Wednesday, June 1, 2011


I approached the ancient ruins with reluctance. As I draped my flowing sweater over my head to honor a tradition in conflict with my principles, I heard lyrics from 'Chorus Line' in my head, "Help me feel it".  I was afraid I wouldn't.  I was scared that I would leave unchanged. And, who was I asking for help, anyway?  The closer I got, the more I seemed to unconsciously lower my heavy head, as if to give deference to a history bigger than me but also with some amount of shame that I was not more in awe.  I am a scientist.  I am a kabbalist. At home, my brain and soul are in conflict, a prayer is immediately followed by judgement and feelings of foolishness. I unknowingly carried this much religious baggage with me on my trip.

Not until I navigated my way through the crowd of women pleading for cures to the greatest ails, to a tiny patch of cool stone did I pay attention to the moist fistfull of wishes or 'prayers' or whatever it is you are supposed to call them, in my left hand.  At first, I just mimiced, leaning with one arm, resting my head and creating my own personal space.  And then I began to recount the 'hopes' I had just written on torn fragments from my sketchpad.

And suddenly, something happened.  I had "melted". 

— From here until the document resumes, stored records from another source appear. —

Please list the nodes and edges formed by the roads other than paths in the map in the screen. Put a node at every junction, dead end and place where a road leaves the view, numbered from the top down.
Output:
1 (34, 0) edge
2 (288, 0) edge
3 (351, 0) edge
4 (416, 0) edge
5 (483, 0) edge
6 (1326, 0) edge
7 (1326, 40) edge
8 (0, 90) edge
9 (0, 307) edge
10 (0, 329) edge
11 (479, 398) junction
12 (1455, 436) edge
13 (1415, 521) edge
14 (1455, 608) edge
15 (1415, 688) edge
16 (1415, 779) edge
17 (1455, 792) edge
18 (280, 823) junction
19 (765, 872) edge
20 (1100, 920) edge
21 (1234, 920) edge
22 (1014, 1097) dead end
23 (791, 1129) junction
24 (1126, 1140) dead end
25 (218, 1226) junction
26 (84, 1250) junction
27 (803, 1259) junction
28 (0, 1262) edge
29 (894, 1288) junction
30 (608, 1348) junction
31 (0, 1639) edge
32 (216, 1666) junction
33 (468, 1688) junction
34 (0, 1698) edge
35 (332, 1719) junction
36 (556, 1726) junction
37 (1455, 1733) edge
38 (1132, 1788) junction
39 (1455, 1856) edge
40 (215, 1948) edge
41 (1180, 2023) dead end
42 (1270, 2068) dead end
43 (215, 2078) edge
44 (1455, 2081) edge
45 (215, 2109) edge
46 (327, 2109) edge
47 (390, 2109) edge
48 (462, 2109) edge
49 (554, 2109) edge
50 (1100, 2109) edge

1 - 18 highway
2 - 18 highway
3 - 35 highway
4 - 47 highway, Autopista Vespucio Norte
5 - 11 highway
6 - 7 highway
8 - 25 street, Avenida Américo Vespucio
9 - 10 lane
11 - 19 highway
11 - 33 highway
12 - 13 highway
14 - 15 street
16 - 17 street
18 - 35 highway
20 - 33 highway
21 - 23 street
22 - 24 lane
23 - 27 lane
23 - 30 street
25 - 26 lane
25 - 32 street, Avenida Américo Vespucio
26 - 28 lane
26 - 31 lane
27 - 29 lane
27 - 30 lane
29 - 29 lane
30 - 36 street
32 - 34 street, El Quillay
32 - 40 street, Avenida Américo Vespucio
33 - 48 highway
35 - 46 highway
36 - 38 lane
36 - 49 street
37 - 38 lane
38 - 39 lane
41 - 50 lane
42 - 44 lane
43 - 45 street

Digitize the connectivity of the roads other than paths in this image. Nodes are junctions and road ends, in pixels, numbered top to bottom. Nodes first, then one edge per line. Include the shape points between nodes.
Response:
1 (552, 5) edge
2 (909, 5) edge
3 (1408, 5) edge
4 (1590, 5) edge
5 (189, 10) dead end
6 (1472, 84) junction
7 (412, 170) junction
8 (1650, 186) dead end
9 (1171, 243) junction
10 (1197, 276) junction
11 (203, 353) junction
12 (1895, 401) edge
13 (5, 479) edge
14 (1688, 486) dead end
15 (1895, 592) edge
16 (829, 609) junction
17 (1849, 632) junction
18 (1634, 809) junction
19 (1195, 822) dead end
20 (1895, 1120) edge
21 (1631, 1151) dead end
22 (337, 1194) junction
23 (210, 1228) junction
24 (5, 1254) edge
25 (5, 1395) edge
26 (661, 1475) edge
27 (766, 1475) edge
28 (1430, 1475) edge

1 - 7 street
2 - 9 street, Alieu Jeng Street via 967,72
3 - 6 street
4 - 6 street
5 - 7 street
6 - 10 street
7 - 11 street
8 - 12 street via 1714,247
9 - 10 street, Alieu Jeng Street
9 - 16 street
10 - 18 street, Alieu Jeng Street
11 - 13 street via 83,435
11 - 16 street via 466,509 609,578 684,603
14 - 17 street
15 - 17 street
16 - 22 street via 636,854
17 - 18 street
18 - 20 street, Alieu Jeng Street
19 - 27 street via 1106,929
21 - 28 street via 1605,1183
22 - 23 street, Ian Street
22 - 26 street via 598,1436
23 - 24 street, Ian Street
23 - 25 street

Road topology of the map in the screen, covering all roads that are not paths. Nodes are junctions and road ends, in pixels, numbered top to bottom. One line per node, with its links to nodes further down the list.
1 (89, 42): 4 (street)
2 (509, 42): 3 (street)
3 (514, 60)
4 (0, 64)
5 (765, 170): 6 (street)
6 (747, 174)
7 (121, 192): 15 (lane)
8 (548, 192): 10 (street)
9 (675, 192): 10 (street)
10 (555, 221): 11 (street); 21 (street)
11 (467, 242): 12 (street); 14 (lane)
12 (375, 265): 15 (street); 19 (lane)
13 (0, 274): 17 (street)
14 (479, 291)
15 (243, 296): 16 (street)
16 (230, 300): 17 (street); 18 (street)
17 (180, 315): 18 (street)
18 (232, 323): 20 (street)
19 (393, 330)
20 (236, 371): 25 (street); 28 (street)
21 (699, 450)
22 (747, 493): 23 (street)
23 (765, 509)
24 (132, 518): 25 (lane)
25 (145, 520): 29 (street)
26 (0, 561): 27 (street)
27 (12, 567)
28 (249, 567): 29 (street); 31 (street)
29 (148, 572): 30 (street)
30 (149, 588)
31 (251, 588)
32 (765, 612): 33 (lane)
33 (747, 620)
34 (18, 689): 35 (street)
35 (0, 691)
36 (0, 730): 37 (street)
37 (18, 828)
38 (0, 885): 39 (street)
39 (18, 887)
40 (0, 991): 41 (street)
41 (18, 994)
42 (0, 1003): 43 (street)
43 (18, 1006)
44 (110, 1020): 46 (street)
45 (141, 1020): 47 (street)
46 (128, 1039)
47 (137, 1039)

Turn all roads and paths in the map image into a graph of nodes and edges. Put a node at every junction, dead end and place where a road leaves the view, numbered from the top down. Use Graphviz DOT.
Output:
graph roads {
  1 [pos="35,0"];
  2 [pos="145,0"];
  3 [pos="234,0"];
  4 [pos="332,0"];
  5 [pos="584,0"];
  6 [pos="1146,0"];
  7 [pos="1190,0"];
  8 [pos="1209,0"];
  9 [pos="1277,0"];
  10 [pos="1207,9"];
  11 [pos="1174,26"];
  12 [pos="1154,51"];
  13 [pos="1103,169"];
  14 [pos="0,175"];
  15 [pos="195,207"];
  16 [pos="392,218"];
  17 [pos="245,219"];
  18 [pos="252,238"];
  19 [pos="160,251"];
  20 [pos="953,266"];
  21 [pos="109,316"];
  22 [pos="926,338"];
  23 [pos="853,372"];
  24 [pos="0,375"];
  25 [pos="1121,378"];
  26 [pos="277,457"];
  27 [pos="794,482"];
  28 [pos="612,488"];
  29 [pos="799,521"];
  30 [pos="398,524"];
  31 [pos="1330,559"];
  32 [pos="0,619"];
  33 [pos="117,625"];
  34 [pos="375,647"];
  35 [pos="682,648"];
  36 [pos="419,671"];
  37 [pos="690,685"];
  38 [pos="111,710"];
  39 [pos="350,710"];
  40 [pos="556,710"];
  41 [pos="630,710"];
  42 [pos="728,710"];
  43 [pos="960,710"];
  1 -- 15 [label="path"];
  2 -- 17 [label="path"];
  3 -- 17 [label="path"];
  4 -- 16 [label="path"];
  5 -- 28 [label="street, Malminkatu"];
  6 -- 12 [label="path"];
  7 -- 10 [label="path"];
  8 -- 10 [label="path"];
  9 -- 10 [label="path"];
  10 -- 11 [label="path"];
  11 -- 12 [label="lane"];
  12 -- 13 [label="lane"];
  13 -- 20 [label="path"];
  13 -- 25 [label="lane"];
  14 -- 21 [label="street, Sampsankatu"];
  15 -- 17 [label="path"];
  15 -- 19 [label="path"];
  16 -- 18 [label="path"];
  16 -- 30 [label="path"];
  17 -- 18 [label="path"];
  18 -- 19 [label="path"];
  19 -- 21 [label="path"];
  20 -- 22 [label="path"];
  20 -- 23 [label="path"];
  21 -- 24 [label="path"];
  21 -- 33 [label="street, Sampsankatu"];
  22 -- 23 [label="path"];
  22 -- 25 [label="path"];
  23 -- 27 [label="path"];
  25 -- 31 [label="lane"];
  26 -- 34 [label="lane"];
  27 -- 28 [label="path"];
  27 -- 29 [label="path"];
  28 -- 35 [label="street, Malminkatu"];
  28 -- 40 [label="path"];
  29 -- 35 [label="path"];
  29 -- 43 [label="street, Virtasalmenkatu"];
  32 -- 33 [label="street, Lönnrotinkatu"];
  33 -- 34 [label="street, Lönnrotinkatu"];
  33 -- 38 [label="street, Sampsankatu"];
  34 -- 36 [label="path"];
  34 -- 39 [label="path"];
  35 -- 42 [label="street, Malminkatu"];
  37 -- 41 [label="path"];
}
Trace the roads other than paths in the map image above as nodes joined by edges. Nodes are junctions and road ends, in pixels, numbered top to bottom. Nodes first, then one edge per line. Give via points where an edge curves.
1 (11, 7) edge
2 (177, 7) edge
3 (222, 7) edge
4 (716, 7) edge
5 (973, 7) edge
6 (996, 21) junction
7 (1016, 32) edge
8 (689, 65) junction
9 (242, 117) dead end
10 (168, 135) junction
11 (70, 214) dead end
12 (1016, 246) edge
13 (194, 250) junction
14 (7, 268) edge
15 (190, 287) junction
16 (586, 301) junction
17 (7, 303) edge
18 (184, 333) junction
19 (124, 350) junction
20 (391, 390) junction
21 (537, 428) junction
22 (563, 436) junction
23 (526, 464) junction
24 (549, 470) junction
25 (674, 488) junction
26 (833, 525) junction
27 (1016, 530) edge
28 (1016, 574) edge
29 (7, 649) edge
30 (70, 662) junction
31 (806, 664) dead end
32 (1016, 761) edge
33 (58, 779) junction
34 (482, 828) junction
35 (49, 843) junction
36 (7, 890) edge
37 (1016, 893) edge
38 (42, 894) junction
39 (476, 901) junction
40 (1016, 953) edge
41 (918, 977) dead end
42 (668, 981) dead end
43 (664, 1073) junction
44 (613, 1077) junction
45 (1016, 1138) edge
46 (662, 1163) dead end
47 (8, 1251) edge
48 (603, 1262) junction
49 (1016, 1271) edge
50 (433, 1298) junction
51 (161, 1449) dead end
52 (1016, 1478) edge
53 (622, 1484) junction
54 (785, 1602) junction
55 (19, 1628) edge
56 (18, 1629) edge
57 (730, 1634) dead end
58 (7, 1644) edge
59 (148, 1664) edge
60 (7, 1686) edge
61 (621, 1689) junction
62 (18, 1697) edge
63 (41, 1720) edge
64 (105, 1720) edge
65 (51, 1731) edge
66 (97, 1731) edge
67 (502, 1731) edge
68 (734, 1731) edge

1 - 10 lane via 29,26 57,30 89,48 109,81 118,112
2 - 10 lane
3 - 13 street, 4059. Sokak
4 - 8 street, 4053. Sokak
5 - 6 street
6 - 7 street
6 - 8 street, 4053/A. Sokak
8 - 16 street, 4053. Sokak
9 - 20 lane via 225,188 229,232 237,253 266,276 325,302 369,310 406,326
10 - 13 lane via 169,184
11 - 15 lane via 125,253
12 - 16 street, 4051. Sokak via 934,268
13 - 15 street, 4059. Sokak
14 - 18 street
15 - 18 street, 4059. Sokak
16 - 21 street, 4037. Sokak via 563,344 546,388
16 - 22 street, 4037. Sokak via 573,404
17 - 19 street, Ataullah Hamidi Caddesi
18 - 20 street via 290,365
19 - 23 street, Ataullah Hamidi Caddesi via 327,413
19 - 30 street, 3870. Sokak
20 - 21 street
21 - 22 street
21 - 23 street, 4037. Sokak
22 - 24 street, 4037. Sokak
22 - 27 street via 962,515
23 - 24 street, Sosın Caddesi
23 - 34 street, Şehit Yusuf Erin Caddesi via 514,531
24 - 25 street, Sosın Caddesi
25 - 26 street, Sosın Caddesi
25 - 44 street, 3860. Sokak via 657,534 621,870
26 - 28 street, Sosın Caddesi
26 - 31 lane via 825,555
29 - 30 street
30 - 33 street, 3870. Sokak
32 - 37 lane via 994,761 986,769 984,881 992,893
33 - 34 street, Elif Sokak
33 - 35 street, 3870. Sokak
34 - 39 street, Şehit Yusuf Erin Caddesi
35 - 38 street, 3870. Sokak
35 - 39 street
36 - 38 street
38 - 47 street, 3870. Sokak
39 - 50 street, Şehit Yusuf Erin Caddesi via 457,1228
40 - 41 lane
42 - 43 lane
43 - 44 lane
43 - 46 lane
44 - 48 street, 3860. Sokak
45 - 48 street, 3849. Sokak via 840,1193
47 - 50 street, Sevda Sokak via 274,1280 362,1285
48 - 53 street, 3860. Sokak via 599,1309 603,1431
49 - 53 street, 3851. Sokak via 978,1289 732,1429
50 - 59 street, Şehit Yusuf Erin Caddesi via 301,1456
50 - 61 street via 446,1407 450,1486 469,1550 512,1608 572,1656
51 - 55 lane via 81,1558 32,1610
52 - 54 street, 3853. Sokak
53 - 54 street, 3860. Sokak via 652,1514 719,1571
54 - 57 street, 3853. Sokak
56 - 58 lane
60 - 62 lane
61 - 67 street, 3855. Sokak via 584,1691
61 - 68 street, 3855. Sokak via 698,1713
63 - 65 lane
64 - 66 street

After many moments, I looked up to find a place where the stone had been worn away by millenia of clawing and bargaining, leaving a void for my notes.  Barely able to see through my tears, I pushed them as far as I could into a large deep cavern to the right of me, hoping they would be enter into a domain in which I was powerless.

Not until those moments at the wall did I realize not only that I have had this perpetual warring of belief systems, but more, that I was tired of fighting.  In those moments, I was allowed to relinquish the control to which I clutch so tightly in my balmy fists---  control of my beliefs and control of my 'wishes'. 

There, I permitted myself to 'feel it'. At that place, I was allowed to call them prayers.